I don't understand then. If they tax people for not using the electricity from the grid, that must mean there isn't enough demand for what they have (otherwise they would have no basis). How does that work with the "Real Californians don't do their laundry... except after 7" ads ?
You're right; Utilities Commissions worldwide try to chew waay more than they can bite. Normal. My conjecture is that 1) this is only a publicity stunt and will never become law, and 2) it's meant to deflect attention from another issue which is equally or more controversial, but one that the power companies would like to pass through with minimum fuss.
Of course, I could only be peddling conspiracy theories, but Californians would want to closely read about *everything* they propose.
Those of us in Washington state already know that California likes to screw up the electrical industry for the rest of us. They already messed it up a few years ago when the government stopped putting any control on their power stations. Now they have to drain a lot of their energy from stations still under government mandate in Washington which makes our rates go up.
-> Fritz
Spooooon!!!!!
"just like they wrote the energy privatisation bills in california and tons of other states."
Ah... where did you get that idea??? Liberals wrote the law not the power companies. The supposed deregulation set up a fix rate for the consumer but the distributers still had to pay the whatever the wholesaler wanted. Which is to say that it wasn't deregulated it was infact regulated. As demand rose the wholesalers started to charge more so that they could afford to build new cabling to supple the demand. Only problem was that the distributer was not allowed to raise the rates to cover his increased cost because his fess where, say it with me, REGULATED!
"so all you moronic, short-sighted, ignorant libertarian "privatisation-at-any-cost!" now have *EXACTLY* what you want."
If it was truely private the government wouldn't be making all these laws to, say it with me again, REGULATE the market.
What this is, is an example of QUINN'S FIRST LAW - "Liberalism generates the exact opposite of its stated intent."
Taxing water and land are different in that they are *limited*. My owning land precludes anyone else from owning that land, but my using sunlight doesn't take away from anyone else potential use. The sunlight was falling on my property so no one else could even get a chance to use it without my permission, and unlike water the sunlight can't "flow" onto someone else's land for their use.
Air, for all purposes currently, is effectively unlimited. Would we even consider the idea of taxing breathing?
I'm confused on what your point is or if its any different than what I said:
because of high electricty prices which were caused by an increase in demand.
California decided to privatise it's power generation system, but thanks to only partial deregulation which was written into the laws by the liberal government that could not let go, because we all need managed, left to our own we would all perish. (that last part was sarcastic!)
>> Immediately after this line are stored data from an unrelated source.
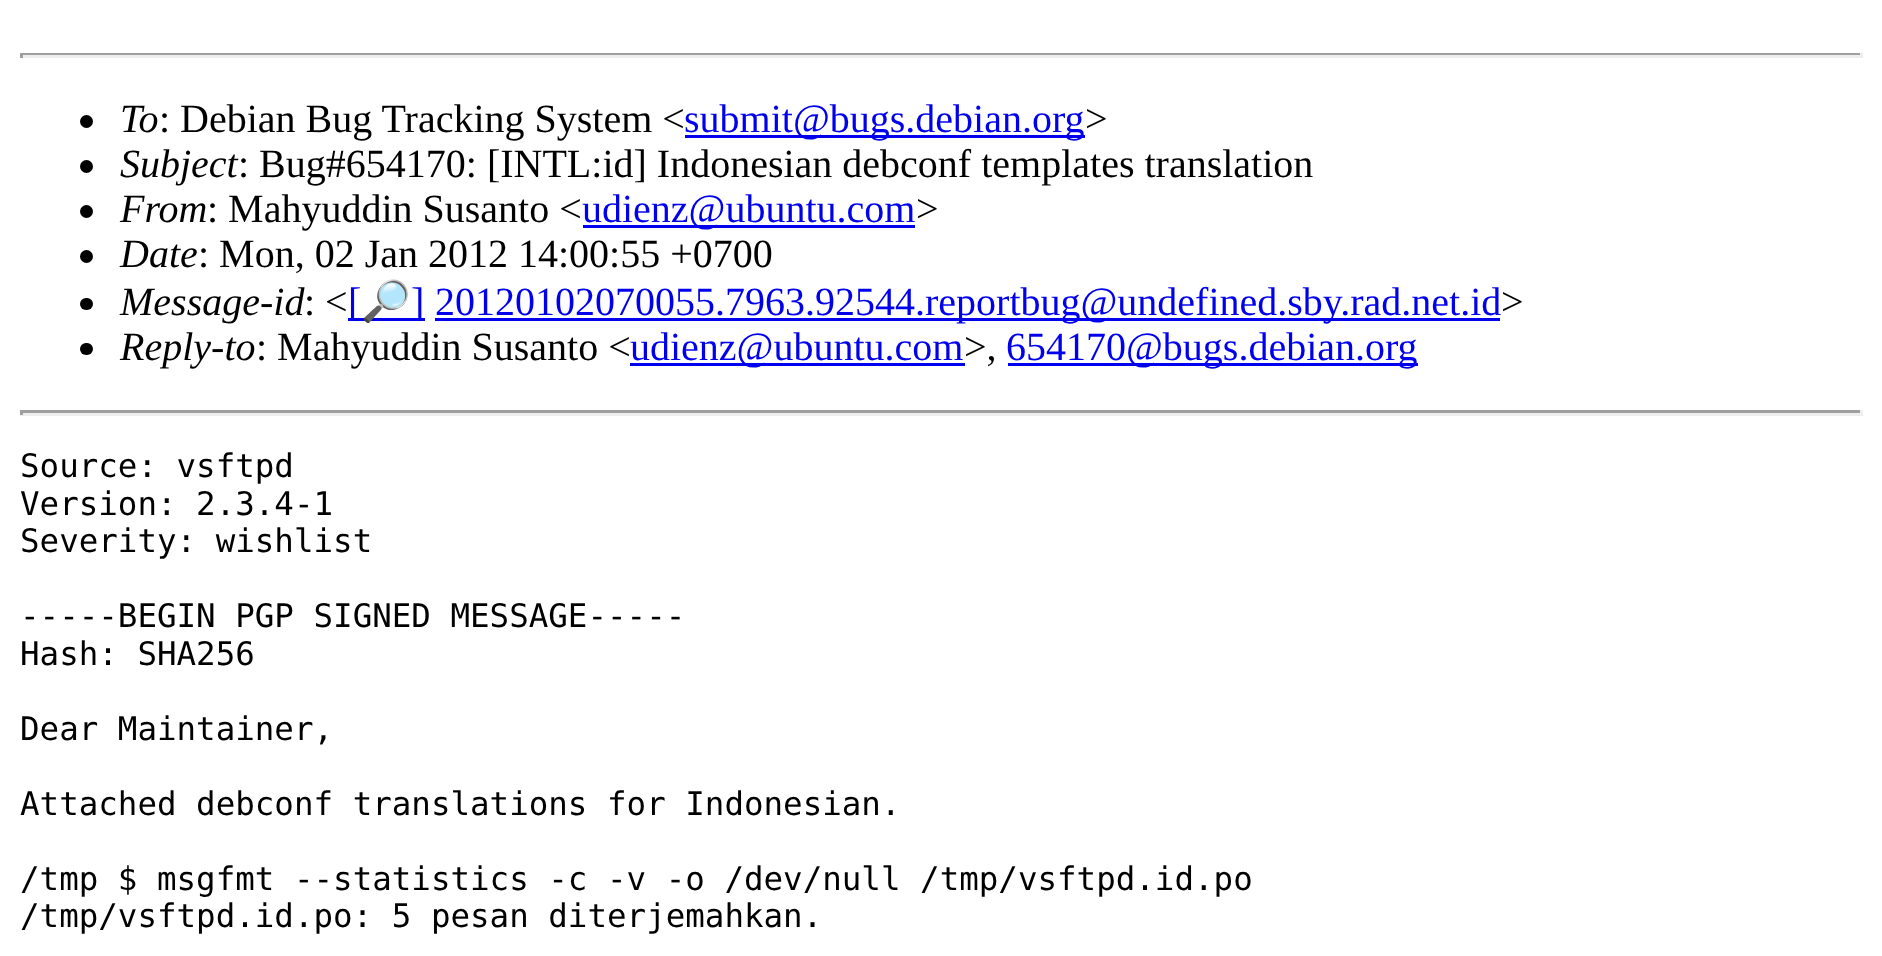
<!DOCTYPE html>
<meta charset="utf-8">
<style>body { margin: 0 } canvas { display: block }</style>
<canvas id="canvas" width="1882" height="956"></canvas>
<script>
window.onload = function () {
    const canvas = document.getElementById('canvas');
    const context = canvas.getContext('2d');
    context.miterLimit = 4;
    context.fontKerning = 'normal';

    context.fillStyle = 'rgb(255, 255, 255)';
    context.fillRect(0, 0, 1882, 956);
    context.fillStyle = 'rgb(159, 159, 159)';
    context.fillRect(20, 53, 1843, 2);
    context.fillStyle = 'rgb(238, 238, 238)';
    context.fillRect(1860, 53, 3, 5);
    context.fillRect(20, 55, 1843, 3);
    context.fillStyle = 'rgb(159, 159, 159)';
    context.fillRect(20, 53, 3, 5);
    context.fillStyle = 'rgb(0, 0, 0)';
    context.beginPath();
    context.arc(86.5, 121.5, 6.5, 0, 2 * Math.PI);
    context.fill();
    context.fillStyle = 'rgb(0, 0, 238)';
    context.fillRect(685, 135, 400, 3);
    context.fillStyle = 'rgb(0, 0, 0)';
    context.beginPath();
    context.arc(86.5, 166.5, 6.5, 0, 2 * Math.PI);
    context.fill();
    context.beginPath();
    context.arc(86.5, 211.5, 6.5, 0, 2 * Math.PI);
    context.fill();
    context.fillStyle = 'rgb(0, 0, 238)';
    context.fillRect(583, 225, 332, 3);
    context.fillStyle = 'rgb(0, 0, 0)';
    context.beginPath();
    context.arc(86.5, 256.5, 6.5, 0, 2 * Math.PI);
    context.fill();
    context.beginPath();
    context.roundRect(80, 298, 13, 12, 6);
    context.fill();
    context.fillStyle = 'rgb(0, 0, 238)';
    context.fillRect(348, 318, 77, 3);
    context.fillRect(435, 318, 1065, 3);
    context.fillStyle = 'rgb(0, 0, 0)';
    context.beginPath();
    context.roundRect(80, 343, 13, 12, 6);
    context.fill();
    context.fillStyle = 'rgb(0, 0, 238)';
    context.fillRect(630, 363, 335, 3);
    context.fillRect(1008, 363, 410, 3);
    context.fillStyle = 'rgb(159, 159, 159)';
    context.fillRect(20, 410, 1843, 3);
    context.fillStyle = 'rgb(238, 238, 238)';
    context.fillRect(1860, 410, 3, 5);
    context.fillRect(20, 413, 1843, 3);
    context.fillStyle = 'rgb(159, 159, 159)';
    context.fillRect(20, 410, 3, 5);
    context.font = 'italic 40px Liberation Serif';
    context.fillStyle = 'rgb(0, 0, 0)';
    context.fillText('To', 120, 132);
    context.font = '40px Liberation Serif';
    context.fillText(': Debian Bug Tracking System <', 159, 132);
    context.fillStyle = 'rgb(0, 0, 238)';
    context.fillText('submit@bugs.debian.org', 684, 132);
    context.fillStyle = 'rgb(0, 0, 0)';
    context.fillText('>', 1085, 132);
    context.font = 'italic 40px Liberation Serif';
    context.fillText('Subject', 120, 177);
    context.font = '40px Liberation Serif';
    context.fillText(': Bug#654170: [INTL:id] Indonesian debconf templates translation', 238, 177);
    context.font = 'italic 40px Liberation Serif';
    context.fillText('From', 120, 222);
    context.font = '40px Liberation Serif';
    context.fillText(': Mahyuddin Susanto <', 207, 222);
    context.fillStyle = 'rgb(0, 0, 238)';
    context.fillText('udienz@ubuntu.com', 582, 222);
    context.fillStyle = 'rgb(0, 0, 0)';
    context.fillText('>', 916, 222);
    context.font = 'italic 40px Liberation Serif';
    context.fillText('Date', 120, 267);
    context.font = '40px Liberation Serif';
    context.fillText(': Mon, 02 Jan 2012 14:00:55 +0700', 198, 267);
    context.font = 'italic 40px Liberation Serif';
    context.fillText('Message-id', 120, 315);
    context.font = '40px Liberation Serif';
    context.fillText(': <', 304, 315);
    context.fillStyle = 'rgb(0, 0, 238)';
    context.fillText('[', 348, 315);
    context.font = '40px Noto Color Emoji';
    context.fillText('🔎', 361, 315);
    context.font = '40px Liberation Serif';
    context.fillText(']', 411, 315);
    context.fillText('20120102070055.7963.92544.reportbug@undefined.sby.rad.net.id', 435, 315);
    context.fillStyle = 'rgb(0, 0, 0)';
    context.fillText('>', 1501, 315);
    context.font = 'italic 40px Liberation Serif';
    context.fillText('Reply-to', 120, 360);
    context.font = '40px Liberation Serif';
    context.fillText(': Mahyuddin Susanto <', 256, 360);
    context.fillStyle = 'rgb(0, 0, 238)';
    context.fillText('udienz@ubuntu.com', 630, 360);
    context.fillStyle = 'rgb(0, 0, 0)';
    context.fillText('>,', 964, 360);
    context.fillStyle = 'rgb(0, 0, 238)';
    context.fillText('654170@bugs.debian.org', 1006, 360);
    context.font = '32.5px DejaVu Sans Mono';
    context.fillStyle = 'rgb(0, 0, 0)';
    context.fillText('Source: vsftpd', 20, 477);
    context.fillText('Version: 2.3.4-1', 20, 515);
    context.fillText('Severity: wishlist', 20, 552);
    context.fillText('-----BEGIN PGP SIGNED MESSAGE-----', 20, 627);
    context.fillText('Hash: SHA256', 20, 665);
    context.fillText('Dear Maintainer,', 20, 740);
    context.fillText('Attached debconf translations for Indonesian.', 20, 815);
    context.fillText('/tmp $ msgfmt --statistics -c -v -o /dev/null /tmp/vsftpd.id.po', 20, 890);
    context.fillText('/tmp/vsftpd.id.po: 5 pesan diterjemahkan.', 20, 927);
};
</script>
and market manipulation I assume you mean the fact that the wholesalers didn't lower their prices and the distributers had to layoff their workers that maintain their systems.
it ended up with large increases in the cost of power caused by the fact that the wholesalers still needed to build new infastructure to supply demand. And the distriubuters now had to replace infastructure that had not been maintained due to lack of a paid work force.
and blackouts to go with it. caused by the fact that the orginal law did nothing to solve the problem of demand outstepping supply. It just swept it under the carpet for a few years. When the lights started to go out it suddenly became a huge issue.
In fact, since 2000, California has:
If you put solar panels on your roof, Fairfax Virginia county will allow you to deduct the value of the panels from the cost of your roof, for tax purposes. HOAs sometimes prevent this when they're obtrusive, but they don't have to be.
In short, way to backpedal California! I have an idea. Why don't you also give tax breaks for the rich, and support failing business models based on absolute control of copyright? Same mentality involved there, also. Kill your own economy early off for a few extra bucks before your die.
I'm as mimsy as the next borogove but your mome raths are completely outgrabe.
Rest assured i think it's as ridiculous as do you. But not because of any reasoning that taxation has or ever will consistently follow a logical principle. Governments have never had a problem taxing relatively arbitrary practices; there's perhaps a bias towards taxing wealth (at least in name) and transactive behaviour, but counter-examples certainly exist to fungibility as any guiding principle (eg television receiver taxes in parts of europe).
Casting shadows over other people's land does raise some legal problems, but these people aren't building giant towers on their property lines in order to "steal" the light from neighbors. They have solar collectors on their roofs and gather light that wasn't going, nor could potentially go, anywhere else.
Well, no. But just because it's not being fully exploited doesn't mean its a permanently unconstrained resource. Even going with the theory that no one but you can use it (ie ignoring consideration of shadows, which makes for a very big caveat) it doesn't seem to me that this sort of taxation is in contradiction to past or present practices. The differences you're emphasizing just do not seem like a valid basis for evaluating a potential tax source.